Expert: Green Agenda Causing US Power Grid to Be ‘Incredibly Vulnerable’

Expert: Green Agenda Causing US Power Grid to Be ‘Incredibly Vulnerable’
Power lines in Houston, Texas, on June 15, 2021. (Brandon Bell/Getty Images)
Jack Phillips

Every U.S. region could be at risk for significant power outages this summer as companies rush to convert to non-fossil fuel and non-nuclear energy sources, an analyst says.

“I think the entire country is incredibly vulnerable, because the entire country is facing a huge energy shortage and I don’t think there is any place that is truly safe,” Daniel Turner, founder and executive director of Power the Future, told Fox News on July 4.
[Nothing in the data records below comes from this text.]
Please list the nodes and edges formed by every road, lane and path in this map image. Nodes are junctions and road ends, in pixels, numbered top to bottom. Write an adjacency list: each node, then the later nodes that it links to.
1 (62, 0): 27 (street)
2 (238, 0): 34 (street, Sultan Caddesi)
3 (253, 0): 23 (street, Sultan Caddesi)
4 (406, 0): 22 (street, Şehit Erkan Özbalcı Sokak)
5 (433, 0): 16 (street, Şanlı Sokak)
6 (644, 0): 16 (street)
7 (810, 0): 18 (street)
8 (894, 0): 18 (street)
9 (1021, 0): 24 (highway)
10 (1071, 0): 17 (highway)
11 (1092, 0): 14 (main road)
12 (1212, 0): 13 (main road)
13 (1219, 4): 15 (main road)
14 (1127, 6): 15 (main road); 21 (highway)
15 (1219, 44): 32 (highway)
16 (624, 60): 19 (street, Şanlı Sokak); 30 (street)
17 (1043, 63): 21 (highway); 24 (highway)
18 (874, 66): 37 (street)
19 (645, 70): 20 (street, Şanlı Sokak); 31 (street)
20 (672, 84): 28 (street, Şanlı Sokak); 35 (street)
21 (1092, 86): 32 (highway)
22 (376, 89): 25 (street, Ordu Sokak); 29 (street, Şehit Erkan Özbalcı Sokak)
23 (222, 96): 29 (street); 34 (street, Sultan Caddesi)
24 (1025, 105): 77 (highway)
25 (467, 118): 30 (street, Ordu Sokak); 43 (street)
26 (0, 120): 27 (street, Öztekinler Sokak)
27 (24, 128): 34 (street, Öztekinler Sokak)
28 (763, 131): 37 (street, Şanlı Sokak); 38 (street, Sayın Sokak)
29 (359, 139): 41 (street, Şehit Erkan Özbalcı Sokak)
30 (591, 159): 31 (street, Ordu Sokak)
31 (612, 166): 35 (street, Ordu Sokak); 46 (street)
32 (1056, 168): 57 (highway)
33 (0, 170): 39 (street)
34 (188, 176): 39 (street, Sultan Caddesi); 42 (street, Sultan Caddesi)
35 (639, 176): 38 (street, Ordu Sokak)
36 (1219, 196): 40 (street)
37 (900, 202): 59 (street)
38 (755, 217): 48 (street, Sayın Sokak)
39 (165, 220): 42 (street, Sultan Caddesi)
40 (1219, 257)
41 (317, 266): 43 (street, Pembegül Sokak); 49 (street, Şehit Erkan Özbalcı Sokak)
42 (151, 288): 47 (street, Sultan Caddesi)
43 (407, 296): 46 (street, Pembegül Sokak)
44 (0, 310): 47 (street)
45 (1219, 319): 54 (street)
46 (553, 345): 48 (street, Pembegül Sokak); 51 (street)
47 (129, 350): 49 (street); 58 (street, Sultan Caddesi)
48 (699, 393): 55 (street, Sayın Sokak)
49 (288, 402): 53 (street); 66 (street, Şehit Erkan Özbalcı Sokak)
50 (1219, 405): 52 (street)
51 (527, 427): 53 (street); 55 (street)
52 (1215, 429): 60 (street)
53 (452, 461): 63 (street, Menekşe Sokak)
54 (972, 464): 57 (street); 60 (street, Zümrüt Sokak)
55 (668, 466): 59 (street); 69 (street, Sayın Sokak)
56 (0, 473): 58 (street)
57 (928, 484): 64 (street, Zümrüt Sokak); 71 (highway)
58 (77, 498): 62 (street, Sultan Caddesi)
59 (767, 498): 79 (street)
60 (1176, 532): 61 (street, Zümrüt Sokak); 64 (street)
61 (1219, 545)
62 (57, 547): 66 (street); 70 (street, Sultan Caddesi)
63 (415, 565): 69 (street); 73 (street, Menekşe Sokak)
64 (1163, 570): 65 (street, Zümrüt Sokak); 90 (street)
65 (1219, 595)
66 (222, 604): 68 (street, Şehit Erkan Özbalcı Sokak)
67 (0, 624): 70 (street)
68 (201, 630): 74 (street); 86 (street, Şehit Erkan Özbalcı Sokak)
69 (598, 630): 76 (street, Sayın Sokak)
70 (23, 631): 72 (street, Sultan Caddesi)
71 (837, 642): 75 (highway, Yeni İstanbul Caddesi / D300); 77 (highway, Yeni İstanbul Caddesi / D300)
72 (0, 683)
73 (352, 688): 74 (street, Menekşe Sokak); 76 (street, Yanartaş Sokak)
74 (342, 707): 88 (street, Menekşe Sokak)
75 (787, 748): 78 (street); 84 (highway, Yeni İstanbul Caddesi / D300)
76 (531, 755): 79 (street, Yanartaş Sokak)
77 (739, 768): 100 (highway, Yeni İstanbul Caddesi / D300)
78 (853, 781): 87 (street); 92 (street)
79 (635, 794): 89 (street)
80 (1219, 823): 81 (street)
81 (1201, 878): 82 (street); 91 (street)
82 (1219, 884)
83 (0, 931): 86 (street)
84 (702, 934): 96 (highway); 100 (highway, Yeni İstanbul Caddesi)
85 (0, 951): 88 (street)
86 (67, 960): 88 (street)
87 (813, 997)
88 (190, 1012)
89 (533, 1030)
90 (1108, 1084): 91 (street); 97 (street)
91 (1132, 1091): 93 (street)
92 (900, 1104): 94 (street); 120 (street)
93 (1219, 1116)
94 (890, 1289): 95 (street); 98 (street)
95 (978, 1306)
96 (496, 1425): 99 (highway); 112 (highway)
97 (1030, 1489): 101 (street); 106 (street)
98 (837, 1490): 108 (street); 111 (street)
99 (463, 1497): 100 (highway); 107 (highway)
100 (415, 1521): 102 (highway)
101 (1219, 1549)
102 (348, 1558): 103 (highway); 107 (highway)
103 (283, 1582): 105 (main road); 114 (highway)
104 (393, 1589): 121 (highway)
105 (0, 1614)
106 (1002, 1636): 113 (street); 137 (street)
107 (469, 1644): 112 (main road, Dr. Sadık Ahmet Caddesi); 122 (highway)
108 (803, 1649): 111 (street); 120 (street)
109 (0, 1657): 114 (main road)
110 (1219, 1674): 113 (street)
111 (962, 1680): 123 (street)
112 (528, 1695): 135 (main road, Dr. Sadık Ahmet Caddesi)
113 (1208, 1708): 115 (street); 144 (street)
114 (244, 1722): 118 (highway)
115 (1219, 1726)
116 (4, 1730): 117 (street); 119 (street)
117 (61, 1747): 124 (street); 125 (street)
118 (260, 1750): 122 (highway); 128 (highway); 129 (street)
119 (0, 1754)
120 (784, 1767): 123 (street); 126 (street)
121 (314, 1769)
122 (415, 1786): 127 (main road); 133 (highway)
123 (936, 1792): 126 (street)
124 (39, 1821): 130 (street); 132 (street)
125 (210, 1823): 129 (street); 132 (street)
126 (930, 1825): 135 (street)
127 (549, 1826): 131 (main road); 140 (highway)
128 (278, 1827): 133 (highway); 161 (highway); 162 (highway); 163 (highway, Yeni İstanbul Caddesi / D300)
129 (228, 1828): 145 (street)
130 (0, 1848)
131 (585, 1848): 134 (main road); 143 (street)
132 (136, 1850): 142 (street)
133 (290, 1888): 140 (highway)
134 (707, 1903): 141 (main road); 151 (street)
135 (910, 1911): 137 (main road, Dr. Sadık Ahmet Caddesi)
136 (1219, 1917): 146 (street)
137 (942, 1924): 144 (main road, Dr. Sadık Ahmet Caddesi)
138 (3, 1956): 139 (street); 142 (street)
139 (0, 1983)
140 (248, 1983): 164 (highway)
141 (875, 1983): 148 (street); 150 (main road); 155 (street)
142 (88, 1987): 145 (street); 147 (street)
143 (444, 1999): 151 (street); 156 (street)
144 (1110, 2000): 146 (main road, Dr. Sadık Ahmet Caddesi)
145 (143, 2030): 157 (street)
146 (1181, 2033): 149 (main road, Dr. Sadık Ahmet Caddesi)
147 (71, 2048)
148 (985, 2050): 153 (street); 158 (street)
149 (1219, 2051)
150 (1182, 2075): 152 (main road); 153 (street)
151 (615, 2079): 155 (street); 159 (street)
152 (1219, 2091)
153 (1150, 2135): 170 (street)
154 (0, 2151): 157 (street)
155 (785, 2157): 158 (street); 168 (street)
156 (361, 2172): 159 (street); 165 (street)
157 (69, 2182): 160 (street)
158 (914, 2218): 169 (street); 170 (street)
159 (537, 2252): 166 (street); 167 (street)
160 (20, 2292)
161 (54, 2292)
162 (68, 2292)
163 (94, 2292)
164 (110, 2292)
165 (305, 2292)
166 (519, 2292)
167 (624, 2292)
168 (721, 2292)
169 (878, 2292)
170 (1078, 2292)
Turner said that states that have caved to pressure to switch to “green energy” sources, including wind, solar, and hydroelectric power, could suffer this year.
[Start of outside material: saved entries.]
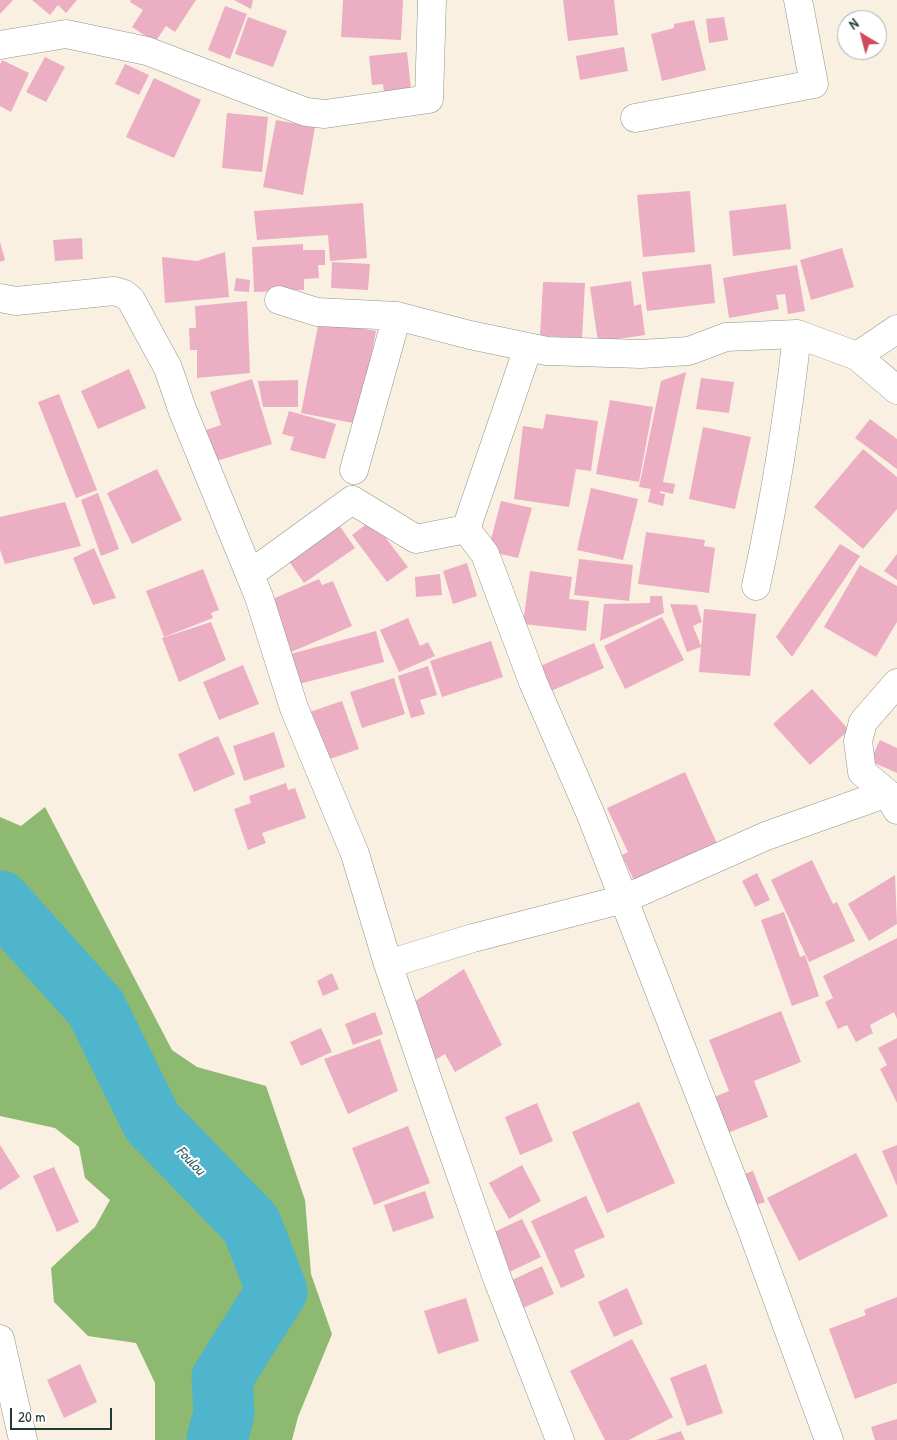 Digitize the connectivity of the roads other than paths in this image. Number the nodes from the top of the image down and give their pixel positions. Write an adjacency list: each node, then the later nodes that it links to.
1 (432, 0): 3 (street)
2 (798, 0): 4 (street)
3 (0, 45)
4 (635, 118)
5 (0, 298): 15 (street)
6 (279, 300): 7 (street)
7 (397, 316): 10 (street); 13 (street)
8 (897, 329): 11 (street)
9 (796, 334): 10 (street); 11 (street); 16 (street)
10 (528, 348): 14 (street)
11 (857, 356): 12 (street)
12 (897, 390)
13 (354, 470)
14 (466, 529): 15 (street); 19 (street)
15 (250, 574): 20 (street)
16 (756, 586)
17 (897, 683): 18 (street)
18 (892, 802): 19 (street)
19 (624, 899): 20 (street); 24 (street)
20 (388, 964): 23 (street)
21 (0, 1339): 22 (street)
22 (23, 1440)
23 (560, 1440)
24 (829, 1440) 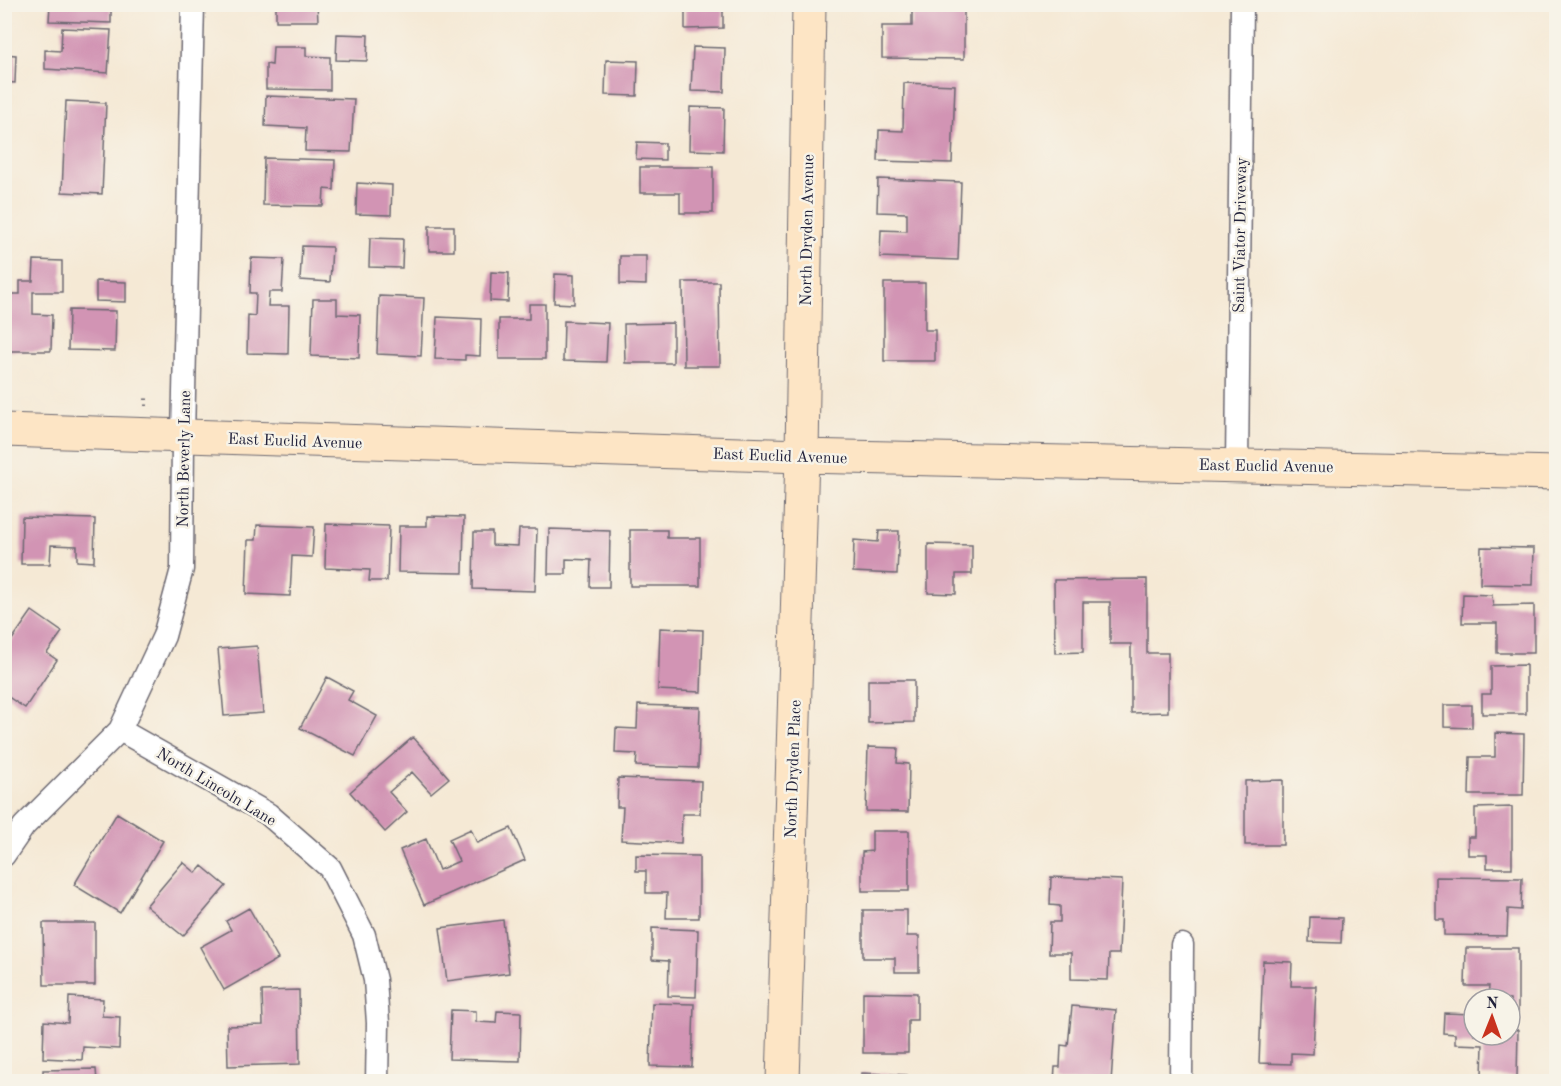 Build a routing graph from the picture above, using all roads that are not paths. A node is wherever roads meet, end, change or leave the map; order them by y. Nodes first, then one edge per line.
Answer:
1 (194, 4) edge
2 (809, 4) edge
3 (1242, 4) edge
4 (4, 430) edge
5 (183, 436) junction
6 (802, 456) junction
7 (1237, 465) junction
8 (1557, 473) edge
9 (120, 730) junction
10 (4, 855) edge
11 (1182, 945) dead end
12 (377, 1082) edge
13 (783, 1082) edge
14 (1181, 1082) edge

1 - 5 street, North Beverly Lane
2 - 6 street, North Dryden Avenue
3 - 7 street, Saint Viator Driveway
4 - 5 street, East Euclid Avenue
5 - 6 street, East Euclid Avenue
5 - 9 street, North Beverly Lane
6 - 7 street, East Euclid Avenue
6 - 13 street, North Dryden Place
7 - 8 street, East Euclid Avenue
9 - 10 street, North Beverly Lane
9 - 12 street, North Lincoln Lane
11 - 14 street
“The areas of the country I’d be most concerned about are the ones that already have inherent weaknesses,” he told the outlet. “Texas, California, New Mexico, New York, all of New England. These are areas whose policies and political decisions have weakened their electric grid.”

Countries and U.S. states that have “pushed green energy mandates by government action” haven’t been successful, he said.

“And you can measure that on multiple levels of success, in terms of what they’ve actually purported to or claim that they would produce in terms of electricity, reliability, cost,” he added. “In terms of actual construction, or cost to the consumers.”

Midwest States

Earlier this year, some power companies, grid operators, and other groups have warned about brownouts and rolling blackouts—especially in the Midwestern states.
“A recent generation capacity auction has revealed that the Midwest could fall short of needed generation capacity to serve the summer peak load under certain conditions,” the SouthEastern Illinois Electrical Cooperative wrote in a recent letter. “In the event that this happens, your Cooperative would be directed to disconnect a portion of the load in order to prevent an electric grid failure.”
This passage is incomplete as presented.